Stored data
——————————

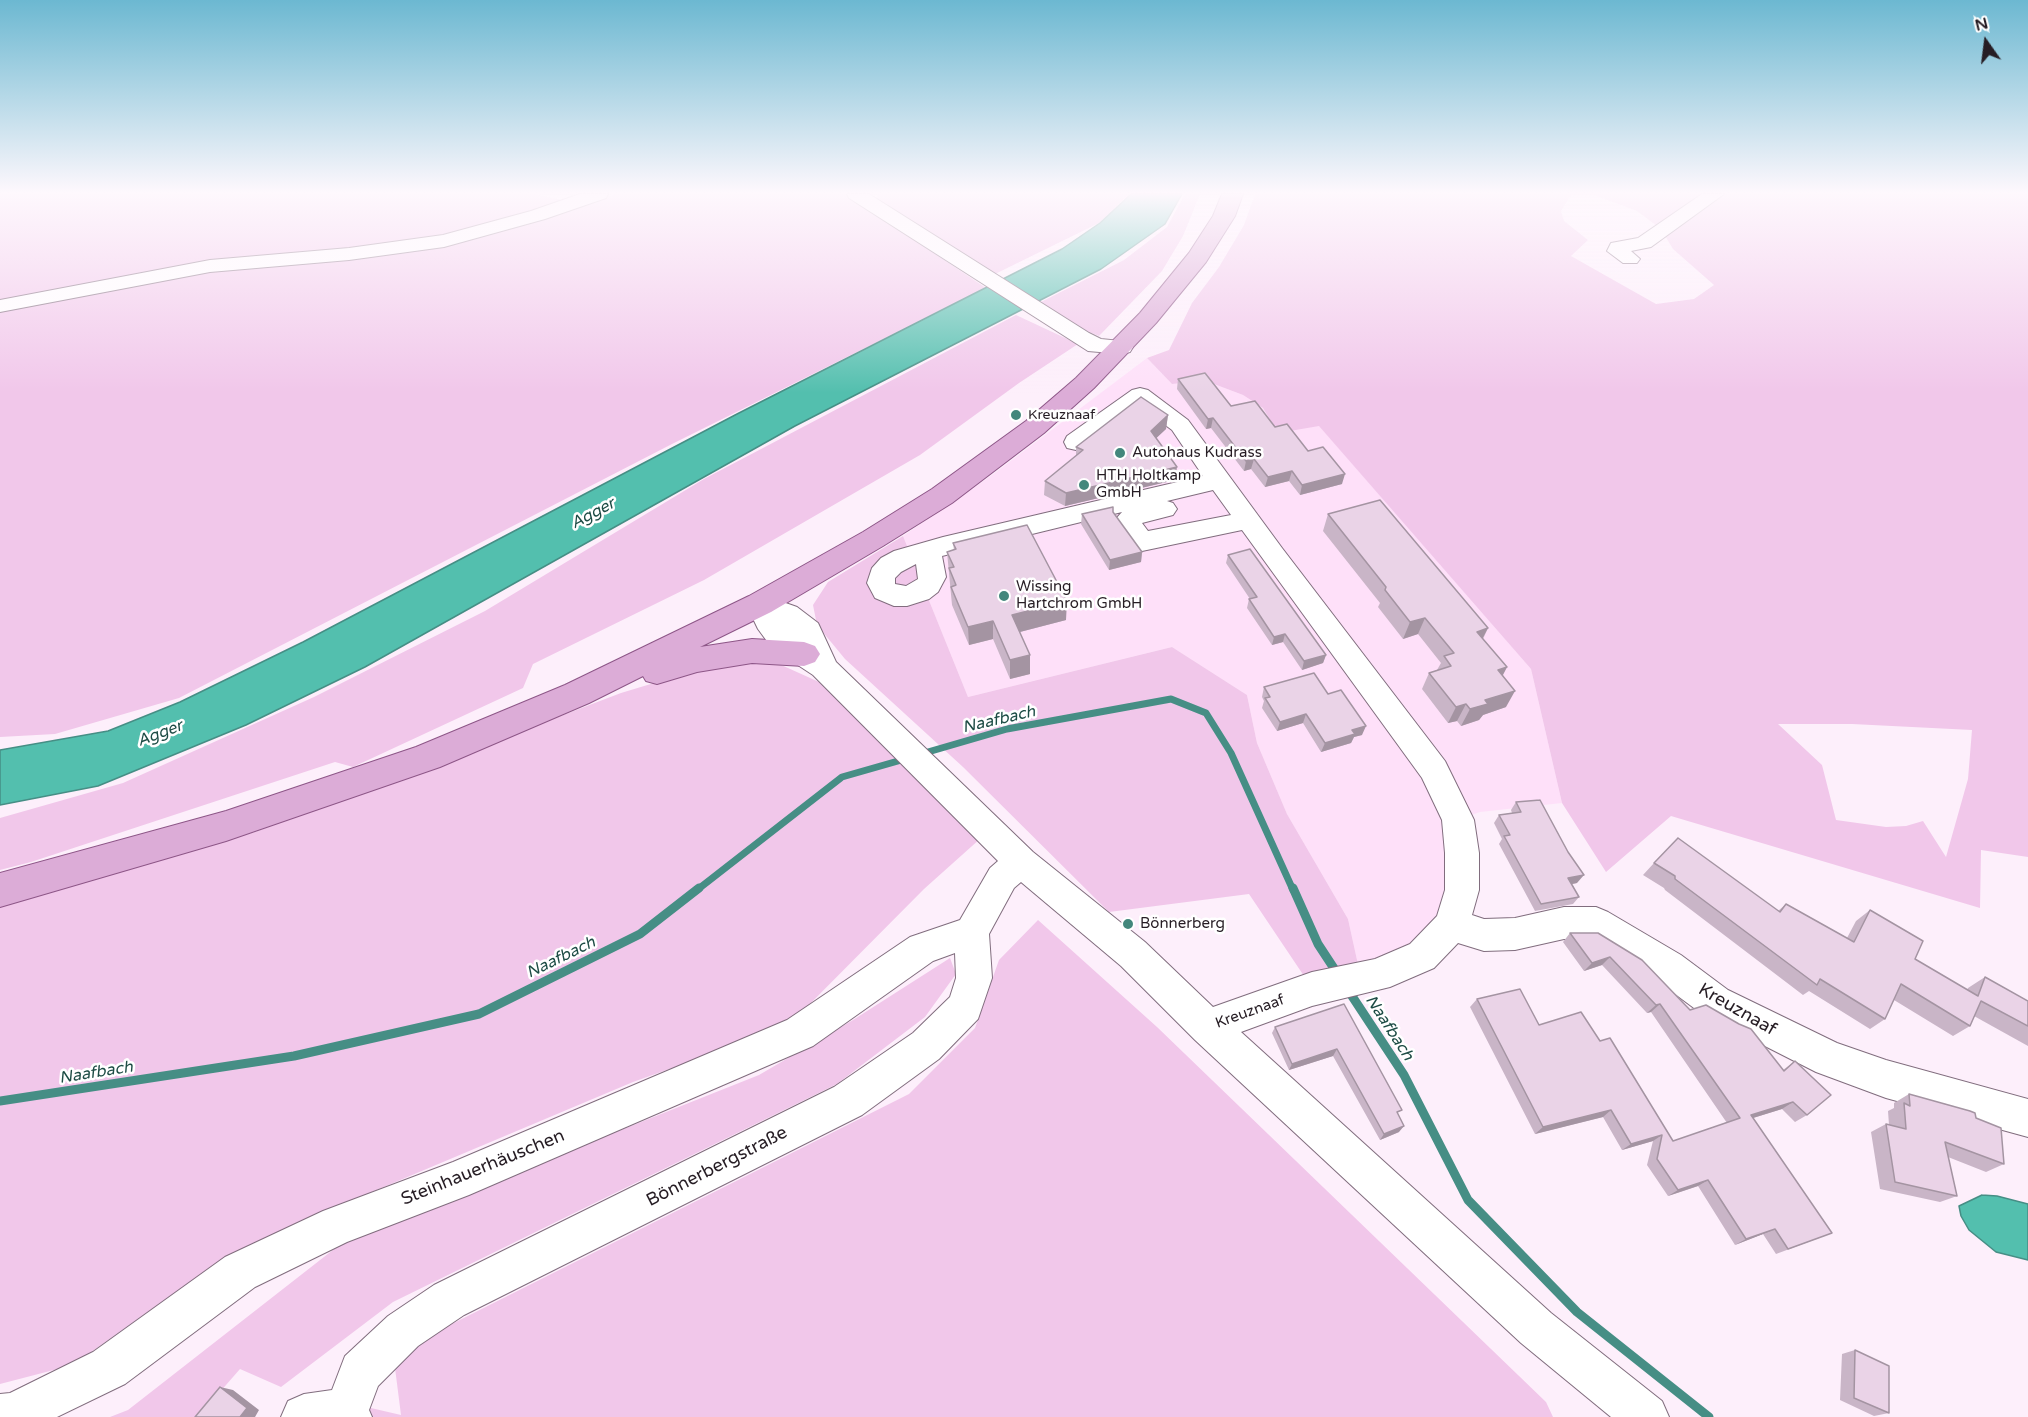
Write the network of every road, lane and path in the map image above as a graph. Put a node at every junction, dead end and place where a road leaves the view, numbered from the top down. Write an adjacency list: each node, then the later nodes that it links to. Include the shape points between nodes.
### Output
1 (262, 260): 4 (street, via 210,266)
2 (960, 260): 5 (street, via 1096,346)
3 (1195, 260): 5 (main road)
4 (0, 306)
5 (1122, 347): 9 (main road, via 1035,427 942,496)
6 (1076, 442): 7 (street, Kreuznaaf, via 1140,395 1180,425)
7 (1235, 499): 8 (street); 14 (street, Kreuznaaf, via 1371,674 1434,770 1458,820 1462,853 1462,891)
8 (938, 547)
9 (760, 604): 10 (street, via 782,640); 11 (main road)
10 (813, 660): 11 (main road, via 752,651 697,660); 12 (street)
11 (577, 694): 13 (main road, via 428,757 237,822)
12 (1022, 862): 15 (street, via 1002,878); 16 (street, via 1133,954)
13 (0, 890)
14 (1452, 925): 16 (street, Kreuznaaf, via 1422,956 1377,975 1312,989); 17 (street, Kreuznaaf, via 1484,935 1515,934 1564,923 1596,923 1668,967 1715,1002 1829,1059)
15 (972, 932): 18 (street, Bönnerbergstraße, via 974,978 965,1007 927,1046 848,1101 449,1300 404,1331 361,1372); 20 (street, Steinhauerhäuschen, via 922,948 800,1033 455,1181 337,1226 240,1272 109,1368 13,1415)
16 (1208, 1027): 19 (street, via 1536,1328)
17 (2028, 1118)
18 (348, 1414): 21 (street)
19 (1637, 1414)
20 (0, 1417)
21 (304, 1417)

——————————

Your task
Repeat the data exactly, dropping every picture it holds.

Solution to the problem
Write the network of every road, lane and path in the map image above as a graph. Put a node at every junction, dead end and place where a road leaves the view, numbered from the top down. Write an adjacency list: each node, then the later nodes that it links to. Include the shape points between nodes.
### Output
1 (262, 260): 4 (street, via 210,266)
2 (960, 260): 5 (street, via 1096,346)
3 (1195, 260): 5 (main road)
4 (0, 306)
5 (1122, 347): 9 (main road, via 1035,427 942,496)
6 (1076, 442): 7 (street, Kreuznaaf, via 1140,395 1180,425)
7 (1235, 499): 8 (street); 14 (street, Kreuznaaf, via 1371,674 1434,770 1458,820 1462,853 1462,891)
8 (938, 547)
9 (760, 604): 10 (street, via 782,640); 11 (main road)
10 (813, 660): 11 (main road, via 752,651 697,660); 12 (street)
11 (577, 694): 13 (main road, via 428,757 237,822)
12 (1022, 862): 15 (street, via 1002,878); 16 (street, via 1133,954)
13 (0, 890)
14 (1452, 925): 16 (street, Kreuznaaf, via 1422,956 1377,975 1312,989); 17 (street, Kreuznaaf, via 1484,935 1515,934 1564,923 1596,923 1668,967 1715,1002 1829,1059)
15 (972, 932): 18 (street, Bönnerbergstraße, via 974,978 965,1007 927,1046 848,1101 449,1300 404,1331 361,1372); 20 (street, Steinhauerhäuschen, via 922,948 800,1033 455,1181 337,1226 240,1272 109,1368 13,1415)
16 (1208, 1027): 19 (street, via 1536,1328)
17 (2028, 1118)
18 (348, 1414): 21 (street)
19 (1637, 1414)
20 (0, 1417)
21 (304, 1417)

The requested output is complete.